++++ INFORMATION SHOWN
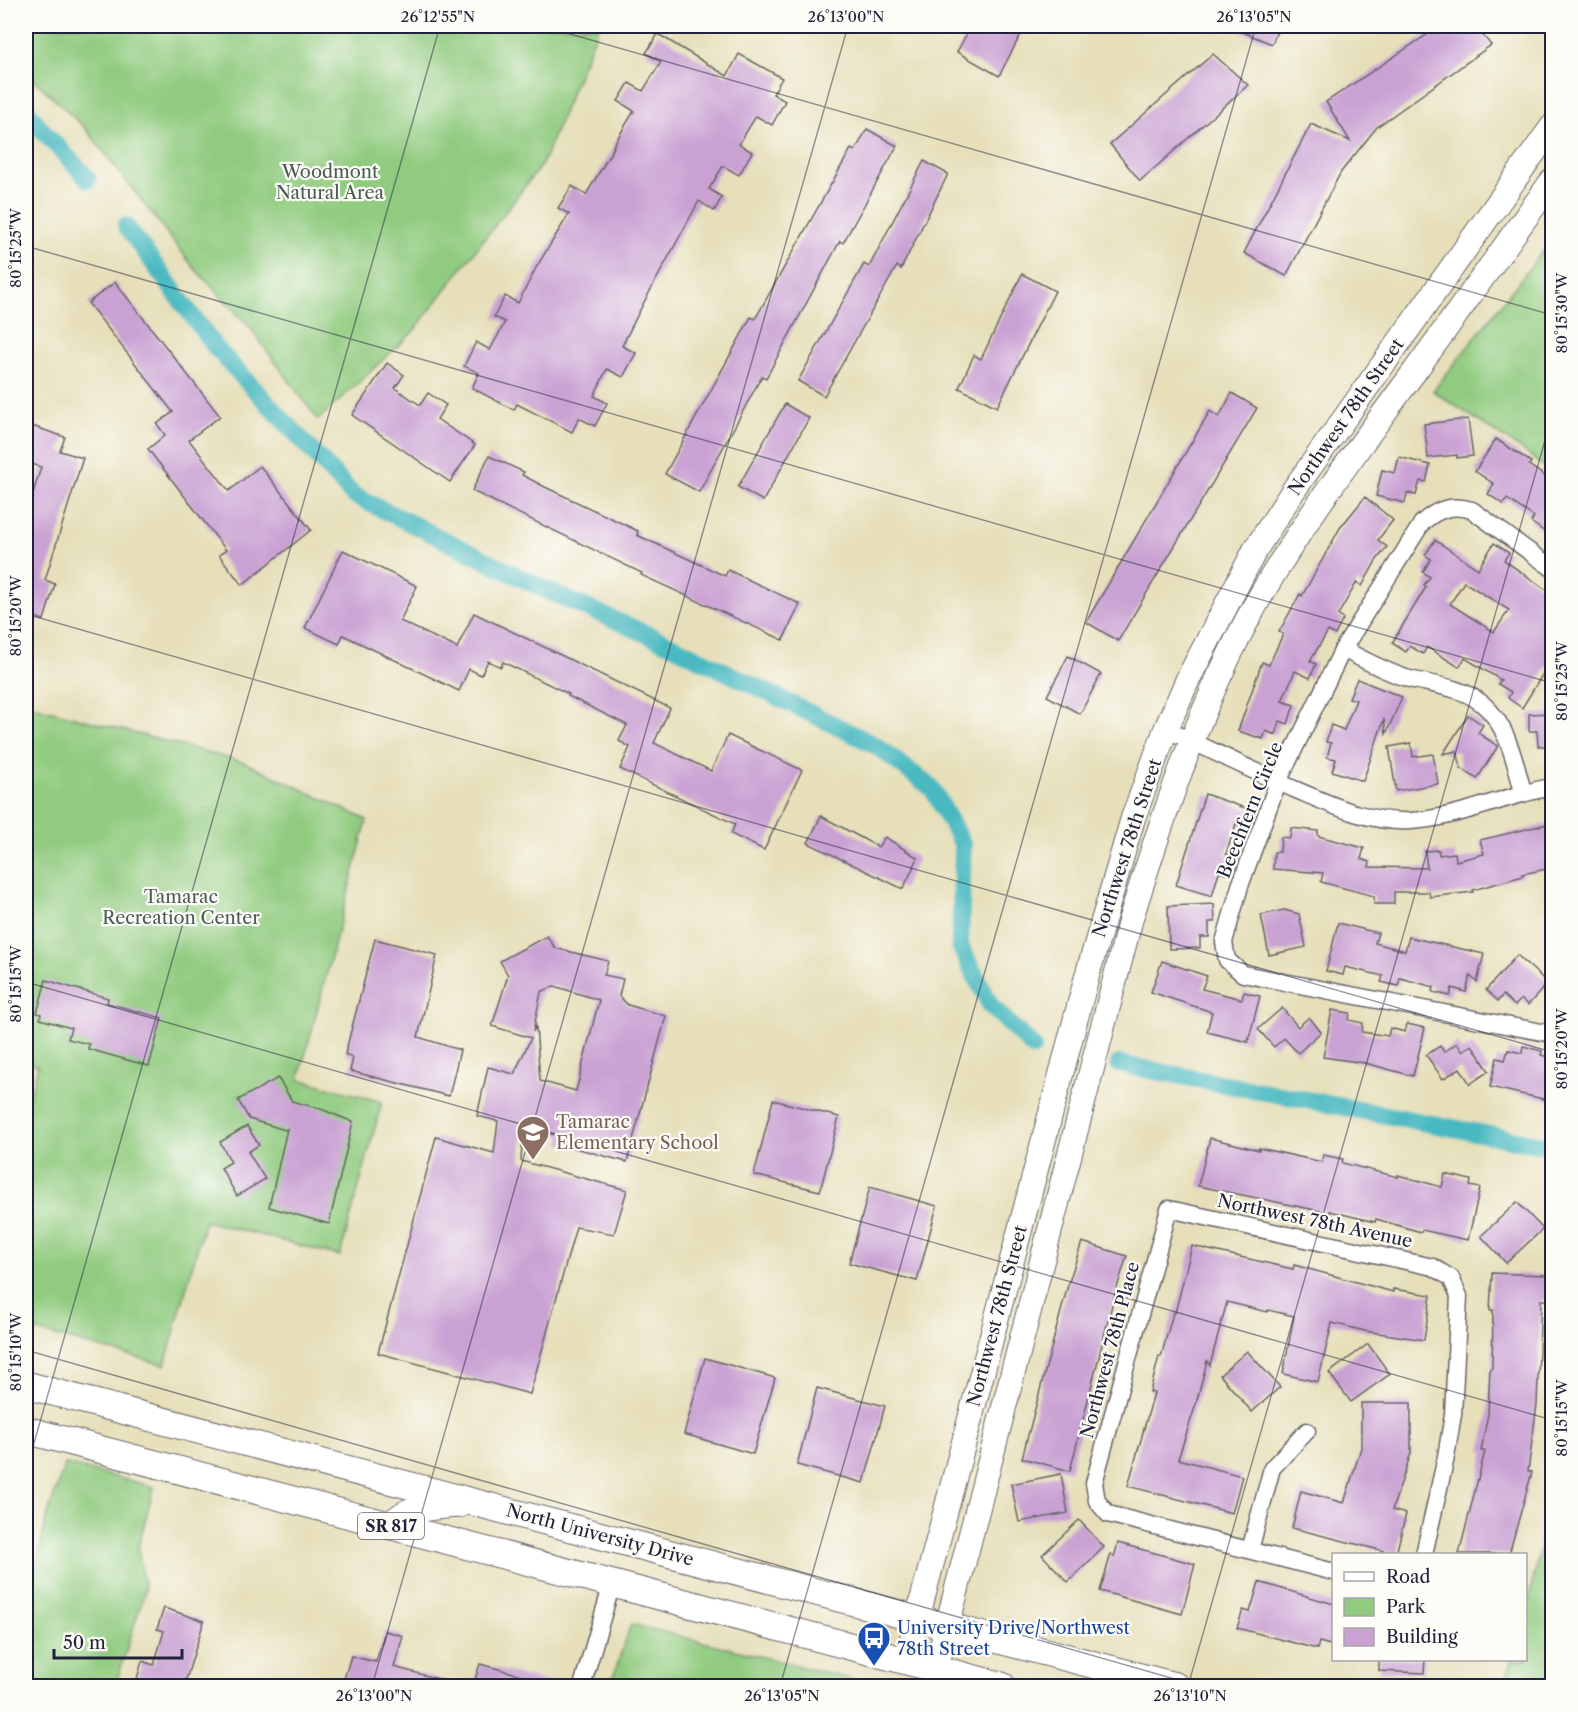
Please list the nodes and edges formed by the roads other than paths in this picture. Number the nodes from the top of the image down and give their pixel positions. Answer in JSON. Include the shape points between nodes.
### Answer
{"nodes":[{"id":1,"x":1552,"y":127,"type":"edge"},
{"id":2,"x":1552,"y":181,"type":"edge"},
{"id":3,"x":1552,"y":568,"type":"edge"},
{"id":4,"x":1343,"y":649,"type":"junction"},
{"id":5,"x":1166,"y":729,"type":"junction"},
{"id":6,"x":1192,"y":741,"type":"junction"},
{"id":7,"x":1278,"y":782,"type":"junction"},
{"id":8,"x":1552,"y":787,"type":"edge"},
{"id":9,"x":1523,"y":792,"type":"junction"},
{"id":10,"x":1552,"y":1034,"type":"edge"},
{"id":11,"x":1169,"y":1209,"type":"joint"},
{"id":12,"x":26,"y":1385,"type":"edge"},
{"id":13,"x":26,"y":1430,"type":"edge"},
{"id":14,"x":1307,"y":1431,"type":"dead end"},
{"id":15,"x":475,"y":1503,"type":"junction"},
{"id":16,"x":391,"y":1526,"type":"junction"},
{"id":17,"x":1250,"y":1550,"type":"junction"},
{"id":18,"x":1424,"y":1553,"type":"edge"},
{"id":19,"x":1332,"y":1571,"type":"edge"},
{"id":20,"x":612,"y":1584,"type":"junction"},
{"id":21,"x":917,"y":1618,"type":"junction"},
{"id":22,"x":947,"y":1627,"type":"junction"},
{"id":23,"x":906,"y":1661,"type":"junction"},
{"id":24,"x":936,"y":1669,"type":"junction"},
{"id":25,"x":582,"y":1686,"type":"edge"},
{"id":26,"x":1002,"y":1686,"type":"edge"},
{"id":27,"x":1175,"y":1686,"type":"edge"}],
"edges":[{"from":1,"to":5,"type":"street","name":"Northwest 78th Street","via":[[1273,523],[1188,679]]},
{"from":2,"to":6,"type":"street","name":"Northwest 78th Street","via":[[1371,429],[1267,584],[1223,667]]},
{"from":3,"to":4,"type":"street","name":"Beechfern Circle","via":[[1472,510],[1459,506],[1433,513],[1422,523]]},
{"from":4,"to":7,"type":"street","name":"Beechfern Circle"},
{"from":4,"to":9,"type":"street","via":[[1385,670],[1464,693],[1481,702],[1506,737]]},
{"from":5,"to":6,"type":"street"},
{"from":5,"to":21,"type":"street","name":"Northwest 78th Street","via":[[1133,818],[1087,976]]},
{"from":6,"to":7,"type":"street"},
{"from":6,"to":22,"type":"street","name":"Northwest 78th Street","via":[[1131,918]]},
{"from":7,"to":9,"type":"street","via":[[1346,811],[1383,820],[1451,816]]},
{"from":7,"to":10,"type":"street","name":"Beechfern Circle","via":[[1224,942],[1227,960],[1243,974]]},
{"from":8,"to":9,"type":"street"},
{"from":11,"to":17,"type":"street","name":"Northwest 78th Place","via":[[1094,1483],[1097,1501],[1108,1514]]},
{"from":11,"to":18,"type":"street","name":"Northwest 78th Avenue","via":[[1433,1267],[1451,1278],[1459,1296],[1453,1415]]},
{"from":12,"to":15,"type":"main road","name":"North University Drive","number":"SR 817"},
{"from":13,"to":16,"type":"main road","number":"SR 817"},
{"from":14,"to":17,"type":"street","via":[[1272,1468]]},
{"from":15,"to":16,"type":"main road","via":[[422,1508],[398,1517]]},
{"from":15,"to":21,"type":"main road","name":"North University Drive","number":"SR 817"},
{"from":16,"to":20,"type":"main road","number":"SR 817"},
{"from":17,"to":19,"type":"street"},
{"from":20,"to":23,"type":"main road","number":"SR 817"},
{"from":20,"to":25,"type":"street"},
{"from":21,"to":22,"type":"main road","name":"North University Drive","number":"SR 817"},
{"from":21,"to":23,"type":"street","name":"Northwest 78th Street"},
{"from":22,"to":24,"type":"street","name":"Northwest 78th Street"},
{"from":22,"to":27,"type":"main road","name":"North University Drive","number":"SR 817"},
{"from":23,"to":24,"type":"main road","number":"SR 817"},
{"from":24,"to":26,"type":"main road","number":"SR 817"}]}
++++++++
• _GOAL OF THE EXERCISE_: Reproduce the entire listing exactly, except for any pictures it contains.

• _COMPLETED EXERCISE_:
Please list the nodes and edges formed by the roads other than paths in this picture. Number the nodes from the top of the image down and give their pixel positions. Answer in JSON. Include the shape points between nodes.
### Answer
{"nodes":[{"id":1,"x":1552,"y":127,"type":"edge"},
{"id":2,"x":1552,"y":181,"type":"edge"},
{"id":3,"x":1552,"y":568,"type":"edge"},
{"id":4,"x":1343,"y":649,"type":"junction"},
{"id":5,"x":1166,"y":729,"type":"junction"},
{"id":6,"x":1192,"y":741,"type":"junction"},
{"id":7,"x":1278,"y":782,"type":"junction"},
{"id":8,"x":1552,"y":787,"type":"edge"},
{"id":9,"x":1523,"y":792,"type":"junction"},
{"id":10,"x":1552,"y":1034,"type":"edge"},
{"id":11,"x":1169,"y":1209,"type":"joint"},
{"id":12,"x":26,"y":1385,"type":"edge"},
{"id":13,"x":26,"y":1430,"type":"edge"},
{"id":14,"x":1307,"y":1431,"type":"dead end"},
{"id":15,"x":475,"y":1503,"type":"junction"},
{"id":16,"x":391,"y":1526,"type":"junction"},
{"id":17,"x":1250,"y":1550,"type":"junction"},
{"id":18,"x":1424,"y":1553,"type":"edge"},
{"id":19,"x":1332,"y":1571,"type":"edge"},
{"id":20,"x":612,"y":1584,"type":"junction"},
{"id":21,"x":917,"y":1618,"type":"junction"},
{"id":22,"x":947,"y":1627,"type":"junction"},
{"id":23,"x":906,"y":1661,"type":"junction"},
{"id":24,"x":936,"y":1669,"type":"junction"},
{"id":25,"x":582,"y":1686,"type":"edge"},
{"id":26,"x":1002,"y":1686,"type":"edge"},
{"id":27,"x":1175,"y":1686,"type":"edge"}],
"edges":[{"from":1,"to":5,"type":"street","name":"Northwest 78th Street","via":[[1273,523],[1188,679]]},
{"from":2,"to":6,"type":"street","name":"Northwest 78th Street","via":[[1371,429],[1267,584],[1223,667]]},
{"from":3,"to":4,"type":"street","name":"Beechfern Circle","via":[[1472,510],[1459,506],[1433,513],[1422,523]]},
{"from":4,"to":7,"type":"street","name":"Beechfern Circle"},
{"from":4,"to":9,"type":"street","via":[[1385,670],[1464,693],[1481,702],[1506,737]]},
{"from":5,"to":6,"type":"street"},
{"from":5,"to":21,"type":"street","name":"Northwest 78th Street","via":[[1133,818],[1087,976]]},
{"from":6,"to":7,"type":"street"},
{"from":6,"to":22,"type":"street","name":"Northwest 78th Street","via":[[1131,918]]},
{"from":7,"to":9,"type":"street","via":[[1346,811],[1383,820],[1451,816]]},
{"from":7,"to":10,"type":"street","name":"Beechfern Circle","via":[[1224,942],[1227,960],[1243,974]]},
{"from":8,"to":9,"type":"street"},
{"from":11,"to":17,"type":"street","name":"Northwest 78th Place","via":[[1094,1483],[1097,1501],[1108,1514]]},
{"from":11,"to":18,"type":"street","name":"Northwest 78th Avenue","via":[[1433,1267],[1451,1278],[1459,1296],[1453,1415]]},
{"from":12,"to":15,"type":"main road","name":"North University Drive","number":"SR 817"},
{"from":13,"to":16,"type":"main road","number":"SR 817"},
{"from":14,"to":17,"type":"street","via":[[1272,1468]]},
{"from":15,"to":16,"type":"main road","via":[[422,1508],[398,1517]]},
{"from":15,"to":21,"type":"main road","name":"North University Drive","number":"SR 817"},
{"from":16,"to":20,"type":"main road","number":"SR 817"},
{"from":17,"to":19,"type":"street"},
{"from":20,"to":23,"type":"main road","number":"SR 817"},
{"from":20,"to":25,"type":"street"},
{"from":21,"to":22,"type":"main road","name":"North University Drive","number":"SR 817"},
{"from":21,"to":23,"type":"street","name":"Northwest 78th Street"},
{"from":22,"to":24,"type":"street","name":"Northwest 78th Street"},
{"from":22,"to":27,"type":"main road","name":"North University Drive","number":"SR 817"},
{"from":23,"to":24,"type":"main road","number":"SR 817"},
{"from":24,"to":26,"type":"main road","number":"SR 817"}]}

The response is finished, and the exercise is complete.